= Beginning of Section =

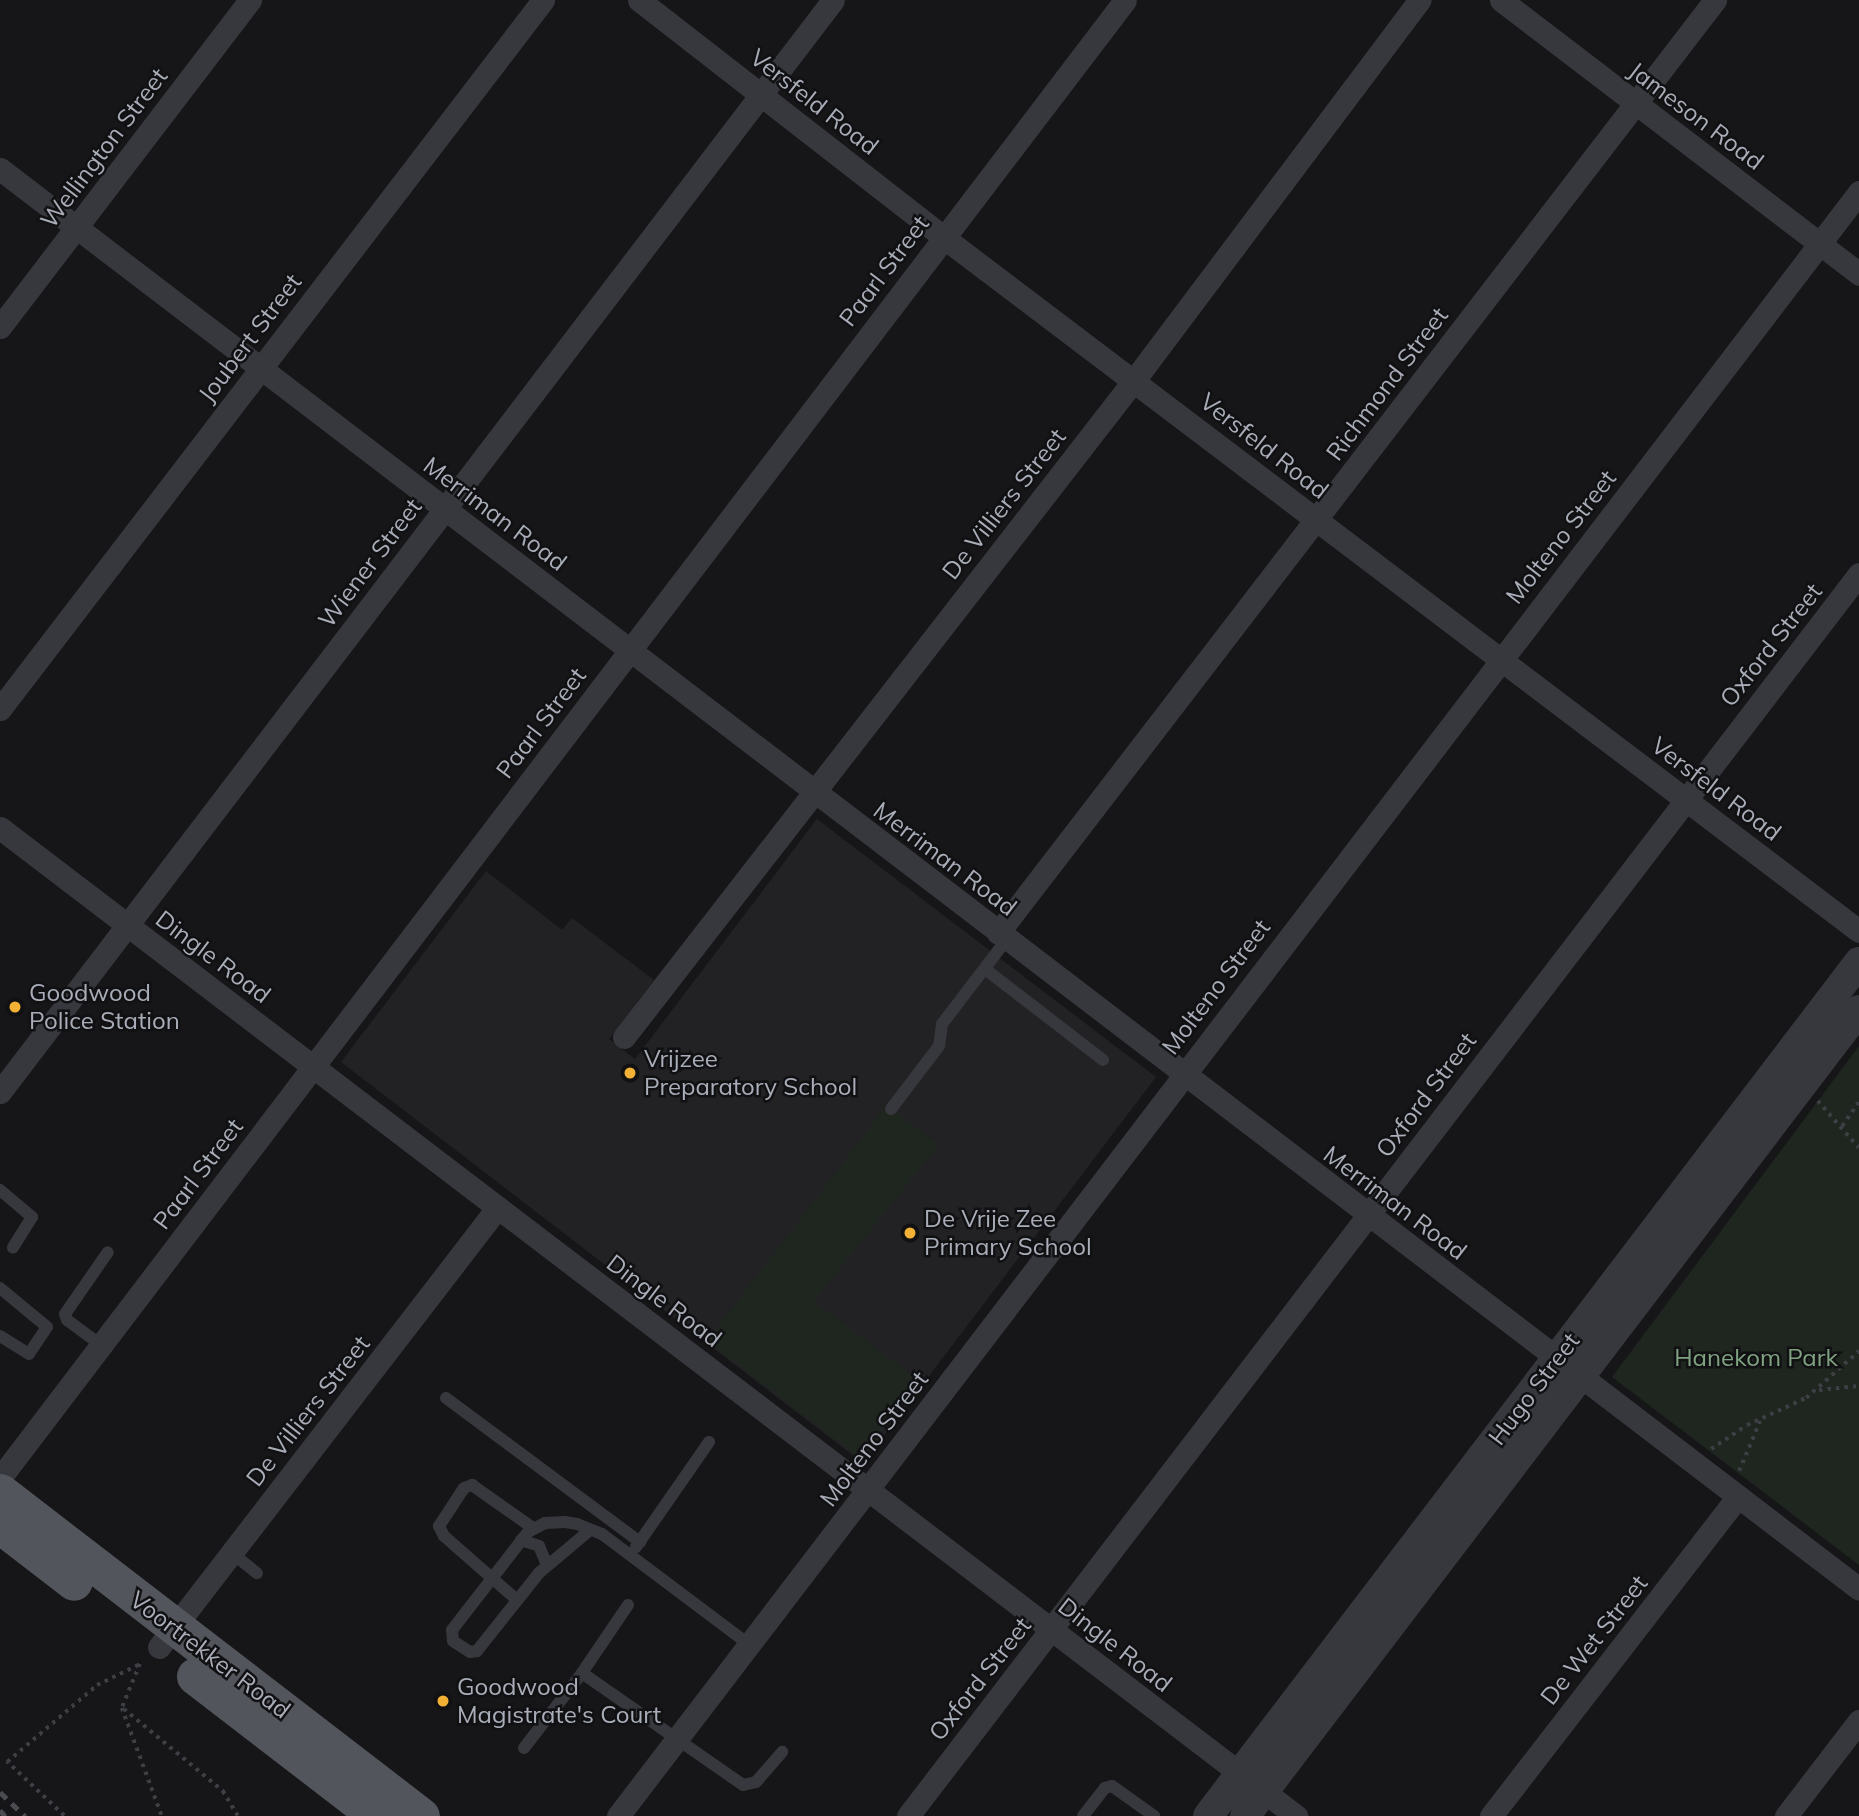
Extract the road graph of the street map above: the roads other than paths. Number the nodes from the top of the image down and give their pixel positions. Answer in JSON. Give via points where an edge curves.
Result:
{"nodes":[{"id":1,"x":250,"y":0,"type":"edge"},
{"id":2,"x":543,"y":0,"type":"edge"},
{"id":3,"x":639,"y":0,"type":"edge"},
{"id":4,"x":833,"y":0,"type":"edge"},
{"id":5,"x":1125,"y":0,"type":"edge"},
{"id":6,"x":1420,"y":0,"type":"edge"},
{"id":7,"x":1501,"y":0,"type":"edge"},
{"id":8,"x":1715,"y":0,"type":"edge"},
{"id":9,"x":761,"y":93,"type":"junction"},
{"id":10,"x":1636,"y":103,"type":"junction"},
{"id":11,"x":0,"y":169,"type":"edge"},
{"id":12,"x":1859,"y":192,"type":"edge"},
{"id":13,"x":77,"y":227,"type":"junction"},
{"id":14,"x":943,"y":237,"type":"junction"},
{"id":15,"x":1819,"y":244,"type":"junction"},
{"id":16,"x":1859,"y":274,"type":"edge"},
{"id":17,"x":0,"y":327,"type":"edge"},
{"id":18,"x":261,"y":368,"type":"junction"},
{"id":19,"x":1135,"y":379,"type":"junction"},
{"id":20,"x":444,"y":509,"type":"junction"},
{"id":21,"x":1317,"y":519,"type":"junction"},
{"id":22,"x":1859,"y":573,"type":"edge"},
{"id":23,"x":630,"y":650,"type":"junction"},
{"id":24,"x":1501,"y":658,"type":"junction"},
{"id":25,"x":0,"y":709,"type":"edge"},
{"id":26,"x":814,"y":791,"type":"junction"},
{"id":27,"x":1686,"y":799,"type":"junction"},
{"id":28,"x":0,"y":828,"type":"edge"},
{"id":29,"x":128,"y":925,"type":"junction"},
{"id":30,"x":1859,"y":931,"type":"edge"},
{"id":31,"x":1003,"y":936,"type":"junction"},
{"id":32,"x":1859,"y":962,"type":"edge"},
{"id":33,"x":985,"y":969,"type":"junction"},
{"id":34,"x":1859,"y":1010,"type":"edge"},
{"id":35,"x":624,"y":1037,"type":"dead end"},
{"id":36,"x":1102,"y":1060,"type":"dead end"},
{"id":37,"x":313,"y":1066,"type":"junction"},
{"id":38,"x":1183,"y":1074,"type":"junction"},
{"id":39,"x":0,"y":1092,"type":"edge"},
{"id":40,"x":891,"y":1108,"type":"dead end"},
{"id":41,"x":0,"y":1190,"type":"edge"},
{"id":42,"x":498,"y":1206,"type":"junction"},
{"id":43,"x":1367,"y":1215,"type":"junction"},
{"id":44,"x":13,"y":1248,"type":"dead end"},
{"id":45,"x":108,"y":1252,"type":"dead end"},
{"id":46,"x":0,"y":1288,"type":"edge"},
{"id":47,"x":0,"y":1336,"type":"edge"},
{"id":48,"x":101,"y":1345,"type":"junction"},
{"id":49,"x":1567,"y":1367,"type":"junction"},
{"id":50,"x":446,"y":1398,"type":"dead end"},
{"id":51,"x":709,"y":1442,"type":"dead end"},
{"id":52,"x":0,"y":1478,"type":"edge"},
{"id":53,"x":869,"y":1489,"type":"junction"},
{"id":54,"x":0,"y":1492,"type":"edge"},
{"id":55,"x":1738,"y":1496,"type":"junction"},
{"id":56,"x":0,"y":1525,"type":"edge"},
{"id":57,"x":533,"y":1528,"type":"junction"},
{"id":58,"x":590,"y":1530,"type":"junction"},
{"id":59,"x":521,"y":1540,"type":"junction"},
{"id":60,"x":640,"y":1542,"type":"junction"},
{"id":61,"x":232,"y":1553,"type":"junction"},
{"id":62,"x":629,"y":1555,"type":"junction"},
{"id":63,"x":547,"y":1565,"type":"junction"},
{"id":64,"x":257,"y":1573,"type":"dead end"},
{"id":65,"x":491,"y":1578,"type":"junction"},
{"id":66,"x":1859,"y":1589,"type":"edge"},
{"id":67,"x":517,"y":1600,"type":"junction"},
{"id":68,"x":628,"y":1605,"type":"dead end"},
{"id":69,"x":1052,"y":1628,"type":"junction"},
{"id":70,"x":167,"y":1638,"type":"junction"},
{"id":71,"x":751,"y":1646,"type":"junction"},
{"id":72,"x":582,"y":1672,"type":"junction"},
{"id":73,"x":1859,"y":1721,"type":"edge"},
{"id":74,"x":677,"y":1741,"type":"junction"},
{"id":75,"x":524,"y":1748,"type":"dead end"},
{"id":76,"x":782,"y":1752,"type":"dead end"},
{"id":77,"x":1252,"y":1783,"type":"junction"},
{"id":78,"x":377,"y":1816,"type":"edge"},
{"id":79,"x":421,"y":1816,"type":"edge"},
{"id":80,"x":618,"y":1816,"type":"edge"},
{"id":81,"x":908,"y":1816,"type":"edge"},
{"id":82,"x":1083,"y":1816,"type":"edge"},
{"id":83,"x":1154,"y":1816,"type":"edge"},
{"id":84,"x":1208,"y":1816,"type":"edge"},
{"id":85,"x":1245,"y":1816,"type":"edge"},
{"id":86,"x":1296,"y":1816,"type":"edge"},
{"id":87,"x":1492,"y":1816,"type":"edge"},
{"id":88,"x":1786,"y":1816,"type":"edge"}],
"edges":[{"from":1,"to":13,"type":"street","name":"Wellington Street"},
{"from":2,"to":18,"type":"street","name":"Joubert Street"},
{"from":3,"to":9,"type":"street","name":"Versfeld Road"},
{"from":4,"to":9,"type":"street","name":"Wiener Street"},
{"from":5,"to":14,"type":"street","name":"Paarl Street"},
{"from":6,"to":19,"type":"street","name":"De Villiers Street"},
{"from":7,"to":10,"type":"street","name":"Jameson Road"},
{"from":8,"to":10,"type":"street","name":"Richmond Street"},
{"from":9,"to":14,"type":"street","name":"Versfeld Road"},
{"from":9,"to":20,"type":"street","name":"Wiener Street"},
{"from":10,"to":15,"type":"street","name":"Jameson Road"},
{"from":10,"to":21,"type":"street","name":"Richmond Street"},
{"from":11,"to":13,"type":"street","name":"Merriman Road"},
{"from":12,"to":15,"type":"street","name":"Molteno Street"},
{"from":13,"to":17,"type":"street","name":"Wellington Street"},
{"from":13,"to":18,"type":"street","name":"Merriman Road"},
{"from":14,"to":19,"type":"street","name":"Versfeld Road"},
{"from":14,"to":23,"type":"street","name":"Paarl Street"},
{"from":15,"to":16,"type":"street","name":"Jameson Road"},
{"from":15,"to":24,"type":"street","name":"Molteno Street"},
{"from":18,"to":20,"type":"street","name":"Merriman Road"},
{"from":18,"to":25,"type":"street","name":"Joubert Street"},
{"from":19,"to":21,"type":"street","name":"Versfeld Road"},
{"from":19,"to":26,"type":"street","name":"De Villiers Street"},
{"from":20,"to":23,"type":"street","name":"Merriman Road"},
{"from":20,"to":29,"type":"street","name":"Wiener Street"},
{"from":21,"to":24,"type":"street","name":"Versfeld Road"},
{"from":21,"to":31,"type":"street","name":"Richmond Street"},
{"from":22,"to":27,"type":"street","name":"Oxford Street"},
{"from":23,"to":26,"type":"street","name":"Merriman Road"},
{"from":23,"to":37,"type":"street","name":"Paarl Street"},
{"from":24,"to":27,"type":"street","name":"Versfeld Road"},
{"from":24,"to":38,"type":"street","name":"Molteno Street"},
{"from":26,"to":31,"type":"street","name":"Merriman Road"},
{"from":26,"to":35,"type":"street","name":"De Villiers Street"},
{"from":27,"to":30,"type":"street","name":"Versfeld Road"},
{"from":27,"to":43,"type":"street","name":"Oxford Street"},
{"from":28,"to":29,"type":"street","name":"Dingle Road"},
{"from":29,"to":37,"type":"street","name":"Dingle Road"},
{"from":29,"to":39,"type":"street","name":"Wiener Street"},
{"from":31,"to":33,"type":"lane"},
{"from":31,"to":38,"type":"street","name":"Merriman Road"},
{"from":32,"to":49,"type":"street","name":"Hugo Street"},
{"from":33,"to":36,"type":"lane"},
{"from":33,"to":40,"type":"lane","via":[[942,1024],[939,1046]]},
{"from":34,"to":49,"type":"street","name":"Hugo Street"},
{"from":37,"to":42,"type":"street","name":"Dingle Road"},
{"from":37,"to":48,"type":"street","name":"Paarl Street"},
{"from":38,"to":43,"type":"street","name":"Merriman Road"},
{"from":38,"to":53,"type":"street","name":"Molteno Street"},
{"from":41,"to":44,"type":"lane","via":[[32,1217]]},
{"from":42,"to":53,"type":"street","name":"Dingle Road"},
{"from":42,"to":61,"type":"street","name":"De Villiers Street"},
{"from":43,"to":49,"type":"street","name":"Merriman Road"},
{"from":43,"to":69,"type":"street","name":"Oxford Street"},
{"from":45,"to":48,"type":"lane","via":[[65,1314]]},
{"from":46,"to":47,"type":"lane","via":[[47,1327],[29,1354]]},
{"from":48,"to":52,"type":"street","name":"Paarl Street"},
{"from":49,"to":55,"type":"street","name":"Merriman Road"},
{"from":49,"to":77,"type":"street","name":"Hugo Street"},
{"from":50,"to":60,"type":"lane"},
{"from":51,"to":60,"type":"lane"},
{"from":53,"to":69,"type":"street","name":"Dingle Road"},
{"from":53,"to":71,"type":"street","name":"Molteno Street"},
{"from":54,"to":70,"type":"main road","name":"Voortrekker Road"},
{"from":55,"to":66,"type":"street","name":"Merriman Road"},
{"from":55,"to":87,"type":"street","name":"De Wet Street"},
{"from":56,"to":70,"type":"main road","name":"Voortrekker Road"},
{"from":57,"to":58,"type":"lane","via":[[565,1522]]},
{"from":57,"to":59,"type":"lane"},
{"from":57,"to":65,"type":"lane","via":[[479,1487],[464,1488],[441,1520],[441,1532]]},
{"from":58,"to":62,"type":"lane"},
{"from":58,"to":63,"type":"lane"},
{"from":59,"to":63,"type":"lane","via":[[539,1546]]},
{"from":59,"to":65,"type":"lane"},
{"from":60,"to":62,"type":"lane"},
{"from":61,"to":64,"type":"lane"},
{"from":61,"to":70,"type":"street","name":"De Villiers Street"},
{"from":62,"to":71,"type":"lane"},
{"from":63,"to":67,"type":"lane"},
{"from":65,"to":67,"type":"lane"},
{"from":65,"to":67,"type":"lane","via":[[452,1630],[455,1643],[477,1651]]},
{"from":68,"to":72,"type":"lane"},
{"from":69,"to":77,"type":"street","name":"Dingle Road"},
{"from":69,"to":81,"type":"street","name":"Oxford Street"},
{"from":70,"to":78,"type":"main road","name":"Voortrekker Road"},
{"from":70,"to":79,"type":"main road","name":"Voortrekker Road"},
{"from":71,"to":74,"type":"street","name":"Molteno Street"},
{"from":72,"to":74,"type":"lane"},
{"from":72,"to":75,"type":"lane"},
{"from":73,"to":88,"type":"street"},
{"from":74,"to":76,"type":"lane","via":[[743,1785],[756,1782]]},
{"from":74,"to":80,"type":"street","name":"Molteno Street"},
{"from":77,"to":84,"type":"street","name":"Hugo Street"},
{"from":77,"to":85,"type":"street","name":"Hugo Street"},
{"from":77,"to":86,"type":"street","name":"Dingle Road"},
{"from":82,"to":83,"type":"lane","via":[[1105,1788],[1112,1786]]}]}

= End of Section =

• **Exercise requirements**
Which lines in the records above hold the string "Merriman"? Copy each of them.

• **Solution to the exercise**
{"from":11,"to":13,"type":"street","name":"Merriman Road"},
{"from":13,"to":18,"type":"street","name":"Merriman Road"},
{"from":18,"to":20,"type":"street","name":"Merriman Road"},
{"from":20,"to":23,"type":"street","name":"Merriman Road"},
{"from":23,"to":26,"type":"street","name":"Merriman Road"},
{"from":26,"to":31,"type":"street","name":"Merriman Road"},
{"from":31,"to":38,"type":"street","name":"Merriman Road"},
{"from":38,"to":43,"type":"street","name":"Merriman Road"},
{"from":43,"to":49,"type":"street","name":"Merriman Road"},
{"from":49,"to":55,"type":"street","name":"Merriman Road"},
{"from":55,"to":66,"type":"street","name":"Merriman Road"},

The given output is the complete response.